Die Psyche ist ein ganz wichtiger Punkt bei allen Erkrankungen. Selbst im Schlimmsten andere Seiten davon zu finden und darauf aufzubauen, sprich positiv zu denken, trotzdem lachen, trotzdem albern sein, in Momenten, wo es dann auch passt. Über die Sprechanlage auf der Kinderkrebsstation zum Beispiel bei den Schwestern Pizza bestellen, oder einen Puppenspieler einzuladen und den Kindern und Eltern ein Geschenk mit der Aufführung zu machen. Einmal die Chance zu schaffen, dass sie ihre Gedanken weglenken vom Drohenden, vom Bedrohenden, vom Tod, können. Oder einem kleinen Jungen mit einem Fanpaket eine Freude zu machen. Dafür hatte ich extra Kontakt zur Agentur aufgenommen. Kurz darauf starb er leider. Ja, diese Zeit hat mich und meinen Sohn viel gelehrt. Wie kostbar das Leben ist, und manchmal auch wie unerträglich es sein kann. Dort, auf der Krebsstation lagen viele Kinder unterschiedlicher Sprache, Hautfarbe oder Religion. Sie alle hatten Angst um ihr Leben, die Eltern manchmal total am Ende, verzweifelt, suchten bei mir oftmals Trost. Ich weinte nie vor meinem Kind und das hat er mir nachher auch gesagt: Hättest du neben mir geweint, dann hätte ich mich auch noch irgendwie schuldig gefühlt. Es gab oft Situationen in denen auch ich verzweifelt war, aber das hab ich mit mir selbst ausgemacht.
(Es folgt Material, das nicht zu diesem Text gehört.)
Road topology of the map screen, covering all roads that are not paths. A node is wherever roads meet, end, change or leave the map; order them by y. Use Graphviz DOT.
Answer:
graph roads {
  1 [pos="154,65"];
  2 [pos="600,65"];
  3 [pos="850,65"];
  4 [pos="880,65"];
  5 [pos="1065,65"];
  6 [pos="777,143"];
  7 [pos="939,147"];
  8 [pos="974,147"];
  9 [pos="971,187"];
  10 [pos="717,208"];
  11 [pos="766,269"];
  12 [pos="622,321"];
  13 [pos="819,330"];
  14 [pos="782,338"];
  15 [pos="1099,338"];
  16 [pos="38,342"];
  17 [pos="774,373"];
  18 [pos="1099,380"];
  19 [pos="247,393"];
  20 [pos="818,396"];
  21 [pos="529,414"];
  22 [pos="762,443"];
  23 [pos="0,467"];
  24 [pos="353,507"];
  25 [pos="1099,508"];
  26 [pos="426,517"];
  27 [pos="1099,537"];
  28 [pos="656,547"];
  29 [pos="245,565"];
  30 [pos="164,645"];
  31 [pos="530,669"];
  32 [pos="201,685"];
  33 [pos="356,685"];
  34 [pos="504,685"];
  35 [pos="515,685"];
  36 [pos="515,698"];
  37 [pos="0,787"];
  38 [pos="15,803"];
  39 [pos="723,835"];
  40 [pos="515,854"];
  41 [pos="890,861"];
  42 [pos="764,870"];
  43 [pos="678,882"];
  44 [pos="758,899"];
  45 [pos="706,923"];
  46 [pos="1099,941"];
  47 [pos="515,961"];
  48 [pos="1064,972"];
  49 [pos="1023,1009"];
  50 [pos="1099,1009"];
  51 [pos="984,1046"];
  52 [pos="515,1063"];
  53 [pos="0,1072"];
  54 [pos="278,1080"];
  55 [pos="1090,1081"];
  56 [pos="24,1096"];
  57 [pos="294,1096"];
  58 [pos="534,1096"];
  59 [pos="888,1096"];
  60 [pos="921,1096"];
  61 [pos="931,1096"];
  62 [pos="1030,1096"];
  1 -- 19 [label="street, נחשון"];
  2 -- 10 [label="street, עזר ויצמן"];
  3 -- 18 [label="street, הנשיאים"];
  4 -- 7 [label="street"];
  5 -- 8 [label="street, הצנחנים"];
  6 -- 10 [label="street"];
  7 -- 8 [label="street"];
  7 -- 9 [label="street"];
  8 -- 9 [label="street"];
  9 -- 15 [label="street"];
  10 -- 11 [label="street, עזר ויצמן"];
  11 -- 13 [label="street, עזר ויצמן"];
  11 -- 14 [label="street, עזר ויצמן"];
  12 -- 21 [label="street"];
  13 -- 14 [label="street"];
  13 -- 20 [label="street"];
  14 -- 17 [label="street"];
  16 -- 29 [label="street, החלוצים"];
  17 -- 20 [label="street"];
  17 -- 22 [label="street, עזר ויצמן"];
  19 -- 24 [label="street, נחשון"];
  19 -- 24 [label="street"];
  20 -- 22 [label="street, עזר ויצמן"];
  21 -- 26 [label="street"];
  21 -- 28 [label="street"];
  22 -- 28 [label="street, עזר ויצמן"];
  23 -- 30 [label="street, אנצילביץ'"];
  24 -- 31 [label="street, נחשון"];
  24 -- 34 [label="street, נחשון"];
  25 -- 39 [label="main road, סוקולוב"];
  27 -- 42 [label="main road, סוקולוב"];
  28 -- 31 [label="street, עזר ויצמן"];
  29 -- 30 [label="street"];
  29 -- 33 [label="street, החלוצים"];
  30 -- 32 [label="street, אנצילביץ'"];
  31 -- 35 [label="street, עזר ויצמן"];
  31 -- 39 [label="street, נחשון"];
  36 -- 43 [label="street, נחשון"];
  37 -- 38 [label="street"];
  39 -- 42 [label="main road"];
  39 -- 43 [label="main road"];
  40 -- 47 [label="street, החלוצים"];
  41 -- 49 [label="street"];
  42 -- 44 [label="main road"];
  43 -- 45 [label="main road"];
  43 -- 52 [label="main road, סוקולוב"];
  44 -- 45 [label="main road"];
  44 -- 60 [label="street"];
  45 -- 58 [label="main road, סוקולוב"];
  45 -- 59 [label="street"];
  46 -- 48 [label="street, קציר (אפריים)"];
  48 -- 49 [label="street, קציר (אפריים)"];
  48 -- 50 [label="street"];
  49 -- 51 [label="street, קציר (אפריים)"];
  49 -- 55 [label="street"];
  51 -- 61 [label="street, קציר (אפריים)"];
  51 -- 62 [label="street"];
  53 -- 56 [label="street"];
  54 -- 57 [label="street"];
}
Heute, viele Jahre später, denke ich wieder an diese Zeit. All dieser Hass heute und wie miteinander umgegangen wird, wie leichtfertig Menschen verurteilt werden, wie sich Menschen gegenseitig verletzen oder anderen den Tod wünschen. Ja, wie sie mit ihrem und der anderen Leben umgehen. Wie sie sich anbrüllen, respektlos miteinander sind. Wie unglücklich sie tief in ihrem Inneren sein müssen, es muss dort eine unglaubliche Leere sein und ein tiefes Missverständnis dem Leben gegenüber. Dort, auf der Kinderkrebsstation zählte nur das Heilen und Überleben. Jede Mutter und jeder Vater hatte Angst um sein Kind. Ich habe viele Kinder dort leiden sehen und auch sterben, ich habe aber auch viele Kinder gesehen, die zumindest momentan gesund entlassen wurden. Auch auf Beerdigungen war ich eingeladen, zum Beispiel zu dem kleinen Jungen mit dem Fanpaket. Einige Kontakte hielten sich noch Jahre und ich weiß, dass es den Kindern heute gut geht. Manchmal treffe ich auch noch eine Mutter hier in Düsseldorf zufällig auf der Strasse. Auch ihr Sohn ist mittlerweile erwachsen und lebt sein Leben. Sie war damals auch alleinerziehend, so wie ich und letztendlich allein mit der ganzen Situation. Wir haben Unglaubliches geschafft und immer fallen wir uns in die Arme, wenn wir uns sehen. Das sind Lebenserfahrungen, wissen Sie?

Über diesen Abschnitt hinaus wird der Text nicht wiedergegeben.